A través del buceo del inconsciente mediante el psicoanálisis y la exploración del espacio exterior, nuestros mundos internos y externos volvieron a ampliarse como nunca antes desde el siglo XVI, cuando la exploración de los océanos y la invención de la imprenta cambiaron el lugar del ser humano en el mundo. Hoy en día los dioses ya no son invocados en ceremonias secretas, sino encumbrados y destronados periódicamente, según las temporadas y las modas, a través de la creación al vapor de ídolos pop que encarnan valores masivos promovidos por el mercado; su derrocamiento o muerte mantiene a esas mismas masas con la esperanza de acceder algún día al star system a través de reality shows, o volviéndose celebridades de Internet.
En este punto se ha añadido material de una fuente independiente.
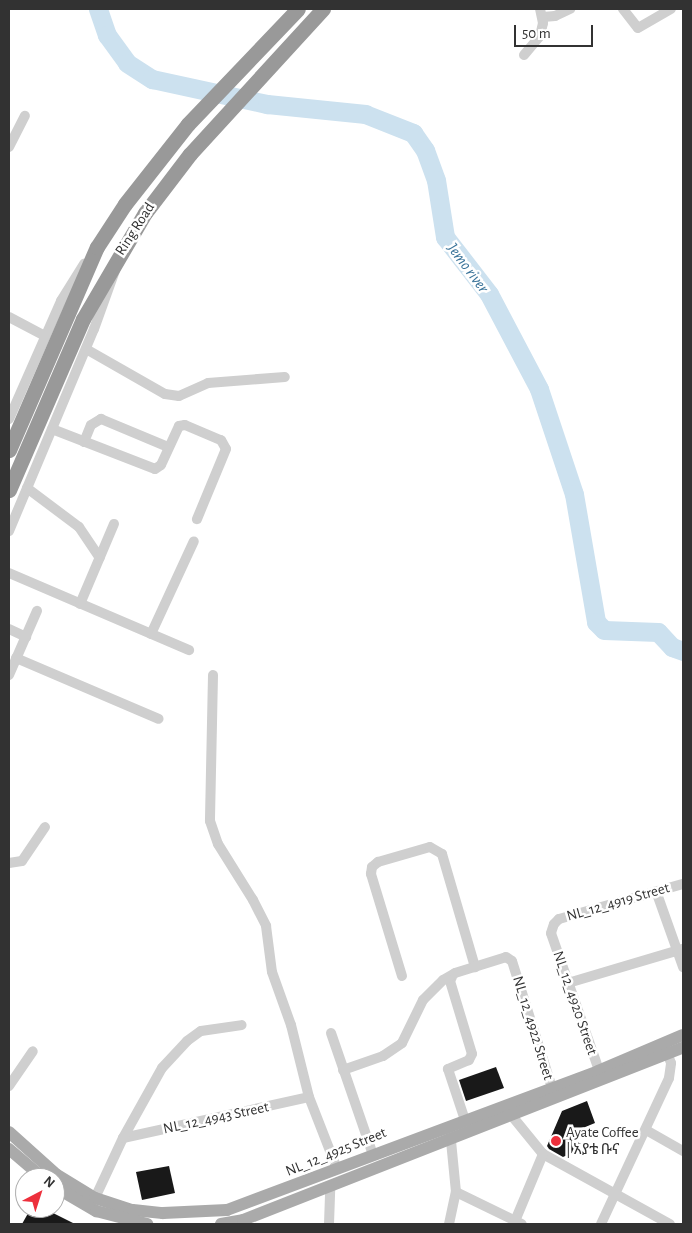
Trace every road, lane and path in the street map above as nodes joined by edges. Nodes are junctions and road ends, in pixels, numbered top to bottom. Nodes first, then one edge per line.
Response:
1 (298, 9) edge
2 (323, 9) edge
3 (570, 9) edge
4 (623, 9) edge
5 (671, 9) edge
6 (541, 13) edge
7 (524, 56) dead end
8 (25, 116) dead end
9 (9, 147) edge
10 (97, 247) junction
11 (120, 253) junction
12 (9, 317) edge
13 (45, 336) junction
14 (86, 349) junction
15 (286, 377) dead end
16 (9, 419) edge
17 (52, 429) junction
18 (84, 442) junction
19 (168, 447) junction
20 (9, 450) edge
21 (27, 488) junction
22 (9, 490) edge
23 (197, 519) dead end
24 (114, 524) dead end
25 (9, 531) edge
26 (194, 541) dead end
27 (100, 558) junction
28 (9, 573) edge
29 (80, 604) junction
30 (37, 610) dead end
31 (9, 629) edge
32 (151, 634) junction
33 (26, 637) junction
34 (189, 650) dead end
35 (16, 658) junction
36 (9, 675) edge
37 (213, 675) dead end
38 (159, 719) dead end
39 (45, 827) dead end
40 (9, 863) edge
41 (683, 884) edge
42 (656, 891) junction
43 (554, 924) joint
44 (680, 950) edge
45 (475, 967) junction
46 (683, 967) edge
47 (402, 976) dead end
48 (452, 977) junction
49 (568, 983) junction
50 (242, 1025) dead end
51 (331, 1033) dead end
52 (683, 1035) edge
53 (683, 1048) edge
54 (666, 1049) junction
55 (33, 1051) dead end
56 (343, 1070) junction
57 (601, 1076) junction
58 (9, 1086) edge
59 (554, 1094) junction
60 (309, 1097) junction
61 (512, 1116) junction
62 (465, 1120) junction
63 (646, 1130) junction
64 (9, 1132) edge
65 (450, 1132) junction
66 (123, 1138) junction
67 (9, 1149) edge
68 (683, 1151) edge
69 (543, 1154) junction
70 (373, 1155) junction
71 (31, 1168) edge
72 (337, 1169) junction
73 (330, 1186) junction
74 (456, 1192) junction
75 (65, 1193) edge
76 (615, 1195) junction
77 (95, 1198) junction
78 (242, 1217) edge
79 (114, 1221) edge
80 (519, 1222) edge
81 (147, 1224) edge
82 (221, 1224) edge
83 (329, 1224) edge
84 (449, 1224) edge
85 (601, 1224) edge
86 (670, 1224) edge

1 - 10 highway, Ring Road
2 - 11 highway, Ring Road
3 - 6 street
4 - 5 street
6 - 7 street
8 - 9 street
10 - 13 street
10 - 20 highway, Ring Road
11 - 14 street
11 - 22 highway, Ring Road
12 - 13 street
13 - 16 street
14 - 15 street
14 - 17 street
17 - 18 street
17 - 21 street
18 - 19 street
18 - 19 street
19 - 23 street
21 - 25 street
21 - 27 street
24 - 27 street
26 - 32 street
27 - 29 street
28 - 29 street
29 - 32 street
30 - 33 street
31 - 33 street
32 - 34 street
33 - 35 street
35 - 36 street
35 - 38 street
37 - 60 street
39 - 40 street
41 - 42 street, NL_12_4919 Street
42 - 43 street, NL_12_4919 Street
42 - 44 street
43 - 49 street, NL_12_4920 Street
44 - 46 street
44 - 49 street
45 - 47 street
45 - 48 street
45 - 59 street, NL_12_4922 Street
48 - 56 street
48 - 62 street
49 - 57 street, NL_12_4920 Street
50 - 66 street
51 - 56 street
52 - 54 main road, NL_12_4925 Street
53 - 54 main road, NL_12_4925 Street
54 - 57 main road, NL_12_4925 Street
54 - 63 street
55 - 58 street
56 - 70 street
57 - 59 main road, NL_12_4925 Street
59 - 61 main road, NL_12_4925 Street
59 - 62 main road, NL_12_4925 Street
60 - 66 street, NL_12_4943 Street
60 - 72 street
61 - 65 main road, NL_12_4925 Street
61 - 69 street
62 - 65 main road, NL_12_4925 Street
63 - 68 street
63 - 76 street
64 - 77 main road, NL_12_4925 Street
65 - 70 main road, NL_12_4925 Street
65 - 73 main road, NL_12_4925 Street
65 - 74 street
66 - 77 street
67 - 71 main road
69 - 76 street
69 - 80 street
70 - 72 main road, NL_12_4925 Street
72 - 78 main road, NL_12_4925 Street
73 - 78 main road, NL_12_4925 Street
73 - 83 street
74 - 80 street
74 - 84 street
75 - 79 main road
76 - 85 street
76 - 86 street
77 - 78 main road, NL_12_4925 Street
78 - 82 main road, NL_12_4925 Street
79 - 81 main road

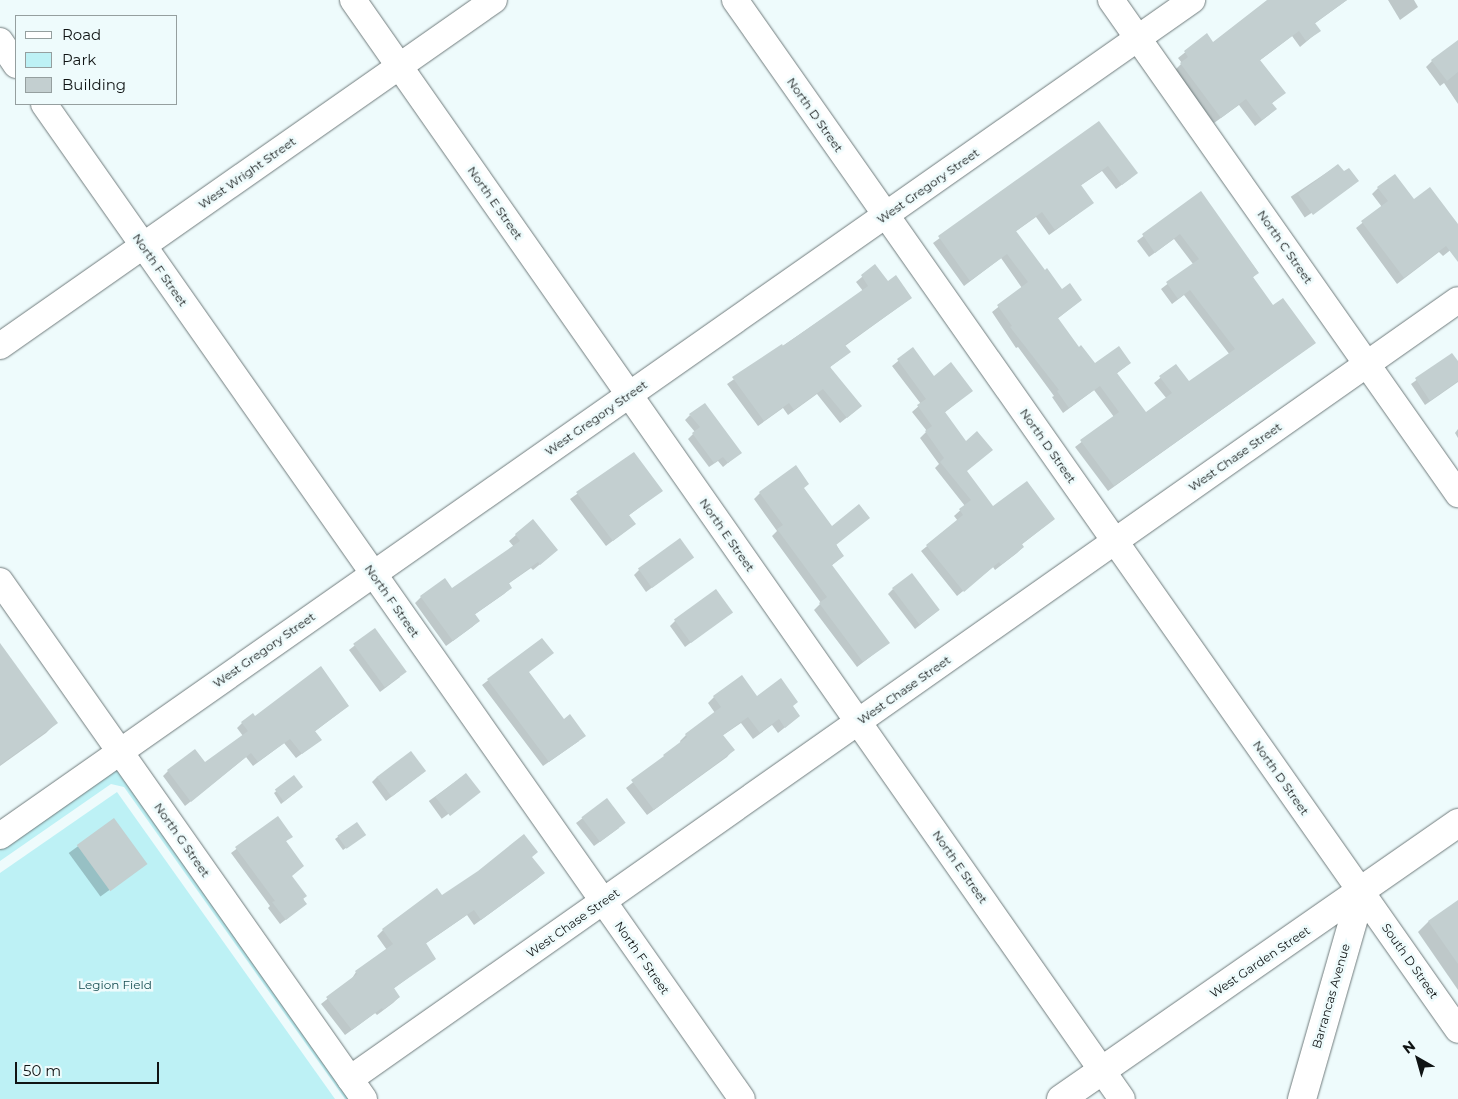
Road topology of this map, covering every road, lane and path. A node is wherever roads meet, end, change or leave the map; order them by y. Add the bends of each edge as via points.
1 (353, 0) edge
2 (494, 0) edge
3 (735, 0) edge
4 (1111, 0) edge
5 (1192, 0) edge
6 (1138, 38) junction
7 (0, 41) edge
8 (15, 64) edge
9 (399, 66) junction
10 (45, 105) edge
11 (886, 215) junction
12 (143, 246) junction
13 (1458, 300) edge
14 (0, 346) edge
15 (1367, 364) junction
16 (629, 395) junction
17 (1458, 494) edge
18 (1115, 541) junction
19 (373, 574) junction
20 (0, 581) edge
21 (859, 722) junction
22 (120, 752) junction
23 (1458, 823) edge
24 (0, 836) edge
25 (1361, 892) junction
26 (603, 902) junction
27 (1458, 1030) edge
28 (1102, 1070) junction
29 (357, 1089) edge
30 (742, 1099) edge
31 (1061, 1099) edge
32 (1122, 1099) edge
33 (1302, 1099) edge

1 - 9 street, North E Street
2 - 9 street, West Wright Street
3 - 11 street, North D Street
4 - 6 street, North C Street
5 - 6 street, West Gregory Street
6 - 11 street, West Gregory Street
6 - 15 street, North C Street
7 - 8 street
9 - 12 street, West Wright Street
9 - 16 street, North E Street
10 - 12 street, North F Street
11 - 16 street, West Gregory Street
11 - 18 street, North D Street
12 - 14 street, West Wright Street
12 - 19 street, North F Street
13 - 15 street, West Chase Street
15 - 17 street, North C Street
15 - 18 street, West Chase Street
16 - 19 street, West Gregory Street
16 - 21 street, North E Street
18 - 21 street, West Chase Street
18 - 25 street, North D Street
19 - 22 street, West Gregory Street
19 - 26 street, North F Street
20 - 22 street, North G Street
21 - 26 street, West Chase Street
21 - 28 street, North E Street
22 - 24 street, West Gregory Street
22 - 29 street, North G Street
23 - 25 main road, West Garden Street
25 - 27 street, South D Street
25 - 28 main road, West Garden Street
25 - 33 main road, Barrancas Avenue
26 - 29 street, West Chase Street
26 - 30 street, North F Street
28 - 31 main road, West Garden Street
28 - 32 street, North E Street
La sobreexposición mediática se confunde con atributos divinos: al igual que en las historias de Ovidio, algunos mortales se vuelven divinos (estelares) a través de la sobreexposición de sus desgracias, infortunios y pasajeros triunfos.
El concierto de rock o el DJ set son otra instancia donde lo divino aparece transmutado: el escenario/altar como sede del performer/dios que se manifiesta a los feligreses/fans, los cuales pueden comulgar con sus ídolos a través de ostias químicas de todo tipo, bebidas alcohólicas, o el simple movimiento corporal que se sintoniza con el pulso musical.
Por último, el smartphone como amuleto y oráculo es la última materialización de lo divino en el mundo: su posesión nos permite conocer aquello que ocurre a distancia en el momento presente, lo cual en términos mágicos no es un conocimiento menor; en tanto objeto de culto y talismán, el teléfono también nos posee en el sentido de "posesión espiritual", de co-habitación de varios espíritus en un mismo ser físico. Si dudan de esto piensen qué de ustedes se perdería cuando el objeto se perdiera; probablemente sería algo más que el case o la memoria interna, y muchos probablemente tengan respaldos de su información en Nube o apps del mismo efecto: una prueba más de la trascendencia de lo intangible frente a la destrucción de lo tangible. ¿Y no son una forma de telepatía nuestras comunicaciones a través de WhatsApp o Snapchat, en el sentido de que podemos transmitir pensamientos a través de una interfaz con un desfase temporal mínimo? El matrimonio de la fe y la superstición se da en la forma en que nos relacionamos con nuestros dispositivos electrónicos: nuestros pequeños dioses de bolsillo.
Dios, los dioses o lo divino todavía sigue siendo una idea que nos permite conectarnos con algo más grande y extenso que nosotros: algo que nos salva de la orfandad existencial de bestia humana en el universo, sustentada muy probablemente en el curioso uso que hacemos del lenguaje articulado para comunicarnos con otros miembros de nuestra especie. En otra feliz imagen de Calasso, la retirada de los dioses griegos del Olimpo se da en un movimiento que recuerda a las parvadas de pájaros que desalojan un árbol al escuchar una explosión cercana: esa retirada no fue definitiva, pues a decir del escritor italiano, los dioses cambiaron sus aéreas moradas por aquellas más modestas pero más cercanas a nosotros, las palabras.